Athaliah Molokomme was the attorney general of Botswana until 2017 and is the first woman to hold that position. Molokomme has been committed to advocacy for women's rights at conferences, workshops, and seminars around the world. Dr. Athaliah Molokomme was appointed as Permanent Representative of Botswana to the UN in Geneva and Ambassador to Switzerland in May 2018.

==Early life and education==
Athaliah Maoka Lesiba Molokomme was born on 4 December 1959 in Francistown, Botswana. She was the second of nine children born to teachers Imelda Mishodzi Molokomme and Rufus Oka Kabiwa Molokomme.

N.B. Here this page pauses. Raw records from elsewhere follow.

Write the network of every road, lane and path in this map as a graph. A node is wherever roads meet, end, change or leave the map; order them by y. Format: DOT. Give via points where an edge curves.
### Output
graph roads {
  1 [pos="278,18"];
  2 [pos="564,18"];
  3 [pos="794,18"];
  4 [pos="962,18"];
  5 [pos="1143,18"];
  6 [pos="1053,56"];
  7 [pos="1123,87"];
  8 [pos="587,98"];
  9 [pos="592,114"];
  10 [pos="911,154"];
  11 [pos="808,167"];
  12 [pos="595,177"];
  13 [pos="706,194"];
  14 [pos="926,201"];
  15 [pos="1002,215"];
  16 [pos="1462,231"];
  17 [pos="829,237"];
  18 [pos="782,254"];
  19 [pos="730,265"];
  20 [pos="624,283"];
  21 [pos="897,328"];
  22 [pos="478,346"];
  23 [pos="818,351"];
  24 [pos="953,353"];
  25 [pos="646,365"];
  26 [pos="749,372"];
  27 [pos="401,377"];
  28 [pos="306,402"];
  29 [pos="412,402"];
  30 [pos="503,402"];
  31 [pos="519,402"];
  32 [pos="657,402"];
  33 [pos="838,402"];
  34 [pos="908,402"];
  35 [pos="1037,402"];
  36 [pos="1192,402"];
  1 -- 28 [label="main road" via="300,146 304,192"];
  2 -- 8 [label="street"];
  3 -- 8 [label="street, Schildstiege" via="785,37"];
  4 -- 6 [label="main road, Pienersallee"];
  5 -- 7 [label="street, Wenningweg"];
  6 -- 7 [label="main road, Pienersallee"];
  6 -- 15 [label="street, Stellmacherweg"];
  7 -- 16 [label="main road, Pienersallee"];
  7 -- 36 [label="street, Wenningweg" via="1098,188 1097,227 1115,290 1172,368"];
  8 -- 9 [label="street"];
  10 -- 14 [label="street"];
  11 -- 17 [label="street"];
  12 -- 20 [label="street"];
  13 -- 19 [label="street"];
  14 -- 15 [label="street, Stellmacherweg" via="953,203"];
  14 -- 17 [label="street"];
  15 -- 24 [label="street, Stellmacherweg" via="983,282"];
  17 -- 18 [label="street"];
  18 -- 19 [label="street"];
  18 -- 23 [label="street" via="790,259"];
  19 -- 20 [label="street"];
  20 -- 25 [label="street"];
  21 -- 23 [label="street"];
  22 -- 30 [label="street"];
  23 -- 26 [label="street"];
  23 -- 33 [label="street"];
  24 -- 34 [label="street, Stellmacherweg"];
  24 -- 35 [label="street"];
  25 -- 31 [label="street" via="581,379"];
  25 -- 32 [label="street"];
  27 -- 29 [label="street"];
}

Molokomme holds degrees from the University of Botswana and Swaziland. In 1983, she obtained a master's degree in law from Yale Law School in the United States. She also obtained a PhD in law from Leiden University. Her thesis, Children of the Fence: The maintenance of extra-marital children under law and practice in Botswana, was published soon after.

== Education ==
She has a Bachelor of Laws from the university of Botswana and Swaziland; a Masters in Law from Yale Law School, USA and a Doctorate in Law from Leiden University, the Netherlands. She attained a Diploma in International Commercial Arbitration from the Chartered Institute of Arbitrators, London. She was a senior lecturer at the University of Botswana from 1981 to 1996.

==Career==
Molokomme has worked as a politician and a professor. Between 1981 and 1996, she taught law as a senior lecturer at the University of Botswana, and has researched and published extensively in the fields of family law, women and law, customary law and employment law.

Since the 1990s Molokomme has been a regular speaker at national, regional and international conferences, workshops and seminars in her areas of expertise.

She is a founding member of several organisations, such as Emang Basadi, Women and Law in Southern Africa (WLSA), and Women, Law and Development International (WLDI).

From July 1998, she was the founding head of the Gender Unit at the Secretariat of the Southern African Development Community, where she was an advisor on gender issues and developed policies and programmes on the empowerment of women and gender mainstreaming, until May 2003 when she was appointed a judge of the High Court of Botswana.

She later served as a co-chair of the World Trade Organisation's Trade and Gender Informal Working Group with Einar Gunnarson and Ana Patricia Benedetti Zelaya. She had stepped down by 2023 when Simon Manley and Clara Manuela da Luz Delgado Jesus joined as co-chairs of the Working Group.

She was the first female attorney general of Botswana in 2005. In April 2014 it was expected that Molokomme would resign from her position as attorney general to contest the presidency of the International Criminal Court Assembly of State Parties, but she did not resign.

Molokomme is an active member of the Justice Leadership Initiative. Ambassador and Permanent Representative of Botswana to the UN and other International Organizations in Geneva.

“In Setswana, we say ‘go ruta mosadi ke go ruta sechaba’ meaning that ‘to educate a woman is to educate a nation’.” - Athaliah Molokomme, Speech at the Embassy of France, The Hague, 10 March 2014 on International Women's Day.

She serves on several Boards including the Africa Group on Justice and Accountability; the Advisory Council of the International Nuremberg Principles Academy; the Justice Leadership Group and Justice Rapid Response.

== Publications ==

- Molokomme, A. and Takirambudde P. N. (1994). The New Labour Law in Botswana
- Molokomme, A. (1991). " Children of the fence": the maintenance of extra-marital children under law and practice in Botswana (No. 46). African Studies Centre. ISBN 90-70110-91-1
- Molokomme, A. (1990). Disseminating family law reforms: Some lessons from Botswana. The Journal of Legal Pluralism and Unofficial Law, 23(30-31), 303–329.
- Molokomme, A. (1989).The multi-party system in Botswana
- Molokomme, A. and Kethusegile B. M. Sadc Gender Monitor
- Molokomme, A. (1986). Custom, Law and Ethnicity: Effects on the Status of Women in Botswana. Canadian Woman Studies.

== Honors and awards ==
Among the awards she has received are the Women's Human Rights Award from Women, Law and Development International in 1993, and the Presidential Order of Meritorious Service for Exceptional Service to Botswana in 1999.